BANTING FOR VEGETARIANS AND VEGANS

Floret Salad 1

I didn’t even know if this was possible, but I have been thinking about the Banting program and all it has to offer and wondered if it was maybe a bit limiting!  I know so many people who chose the Vegetarian or Vegan lifestyle due to their absolute love and devotion to animals.  I have been wondering, how can Vegetarians and Vegans still be healthy and follow a Low Carb High Fat diet?

I was so pleased with the results I found through researching!  It is very possible to live a healthy lifestyle while being Vegetarian, Vegan or Raw!  For most people in this category, it will initially be quite daunting to think that they will not be able to eat beans, soy, rice or grains – I’m sure they will be wondering ‘Well, what’s left then?”  Well, here is a list:

Almonds
Pistachios
Walnuts
Hemp Seed
Avocados
Broccoli
Eggs (vegetarian)
Potatoes (usually not allowed on Banting)
Spinach
Spirulina

So, think Smoothies, Almond Milk, Coconut Flour, Nut butters, 
Seed Bread, Dips, Snacks, Salad, Roasted Vegetables, Good fat 
such as coconut oil and olive oil!  Natural oil from nuts and 
seeds, butter and cheese (if vegetarian), omelettes.....

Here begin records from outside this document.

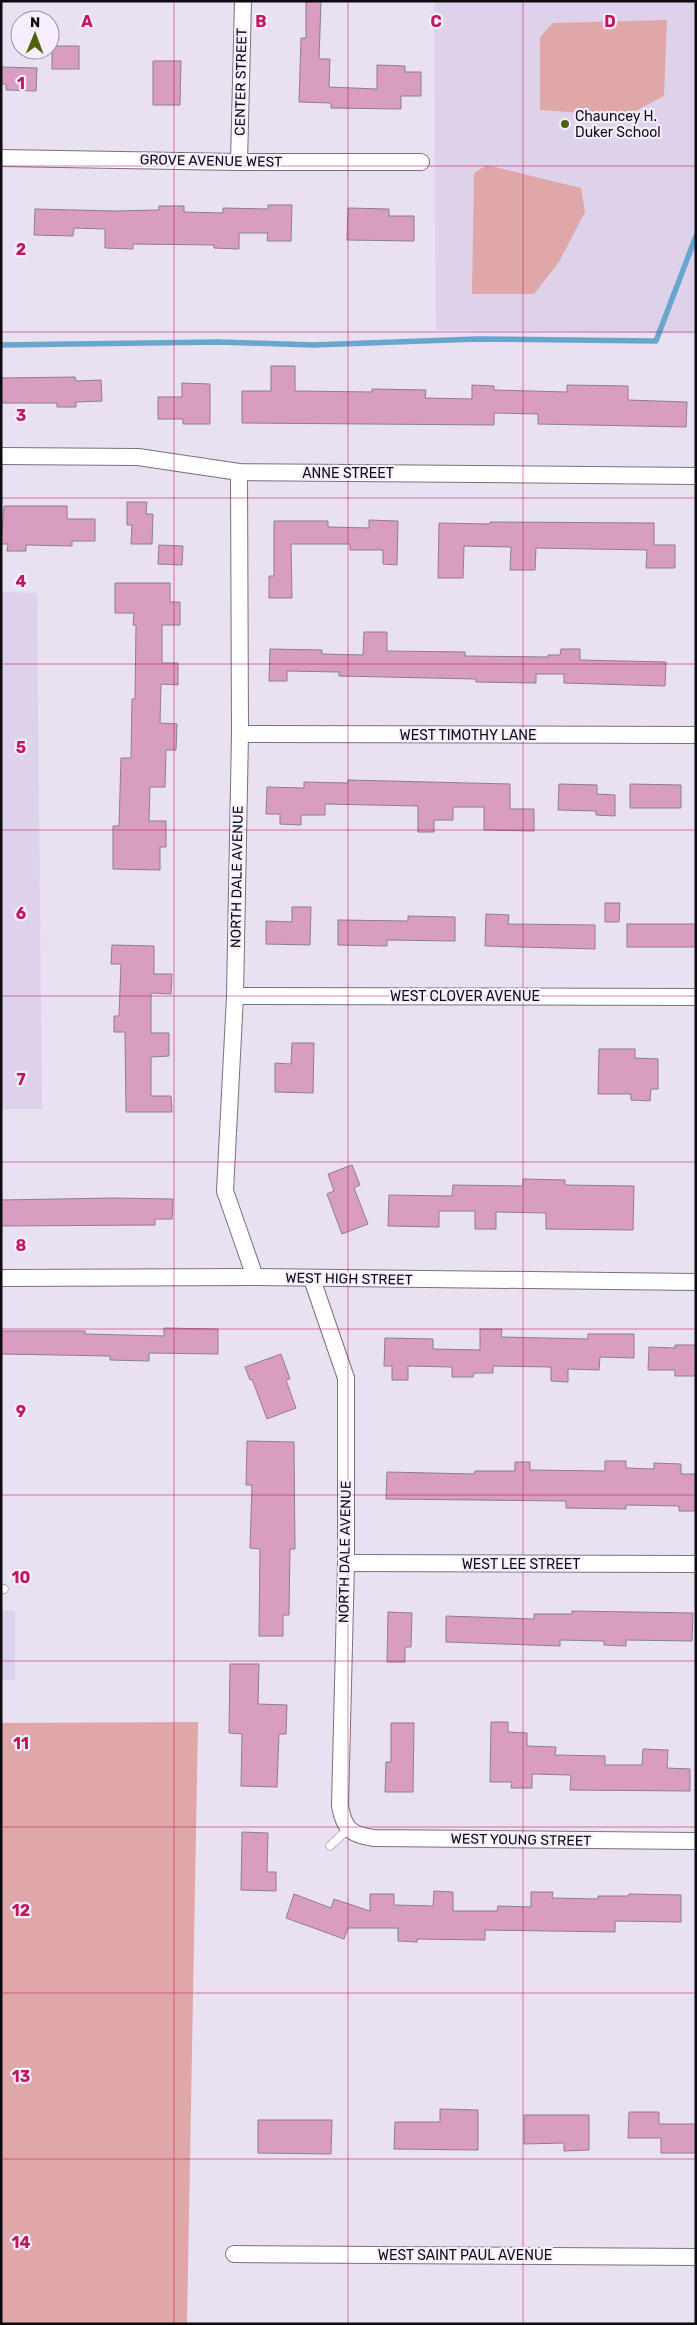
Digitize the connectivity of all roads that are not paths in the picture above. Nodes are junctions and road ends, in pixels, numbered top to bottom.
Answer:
1 (243, 1) edge
2 (1, 158) edge
3 (239, 162) junction
4 (422, 162) dead end
5 (1, 456) edge
6 (239, 472) junction
7 (696, 476) edge
8 (240, 734) junction
9 (696, 735) edge
10 (235, 996) junction
11 (696, 997) edge
12 (1, 1278) edge
13 (255, 1278) junction
14 (312, 1279) junction
15 (696, 1282) edge
16 (346, 1563) junction
17 (696, 1564) edge
18 (348, 1829) junction
19 (696, 1841) edge
20 (330, 1846) dead end
21 (234, 2254) dead end
22 (696, 2257) edge

1 - 3 street, CENTER STREET
2 - 3 street, GROVE AVENUE WEST
3 - 4 street, GROVE AVENUE WEST
5 - 6 street, ANNE STREET
6 - 7 street, ANNE STREET
6 - 8 street, NORTH DALE AVENUE
8 - 9 street, WEST TIMOTHY LANE
8 - 10 street, NORTH DALE AVENUE
10 - 11 street, WEST CLOVER AVENUE
10 - 13 street, NORTH DALE AVENUE
12 - 13 street, WEST HIGH STREET
13 - 14 street, WEST HIGH STREET
14 - 15 street, WEST HIGH STREET
14 - 16 street, NORTH DALE AVENUE
16 - 17 street, WEST LEE STREET
16 - 18 street, NORTH DALE AVENUE
18 - 19 street, WEST YOUNG STREET
18 - 20 lane
21 - 22 street, WEST SAINT PAUL AVENUE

When you come to think of it, the options are endless!

I have a Veggie favourite!  It originally came from the Hopewood 
Recipe Book, which is a health retreat in NSW, Australia, which 
a friend of mine in Sydney gave me as a gift!  Every time I make 
this dish, people beg me for the recipe - it truly is delicious, 
while being nutritious and a perfect combination of all the 
vitamins and minerals needed in a vegetarian/vegan diet - and of 
course for the non-vegetarians too. 

Floret Salad 2

NUTTY FLORET SALAD

1 cup Cauliflower, cut into small florets
1 cup Broccoli, cut into small florets
1 cup Snow Peas, de-veined and sliced
1/2 cup Almonds, toasted
1/4 cup Cashews, toasted
1/4 cup Shredded Coconut, lightly toasted
1 cup Cherry Tomatoes, halved

Toss all ingredients together with Oriental dressing

ORIENTAL DRESSING

1/4 cup Olive Oil
2 Tbsp Tamari
1 Garlic Clove
1 Tbsp Honey
1 tsp Roasted Sesame Seeds

Mix all ingredients together well.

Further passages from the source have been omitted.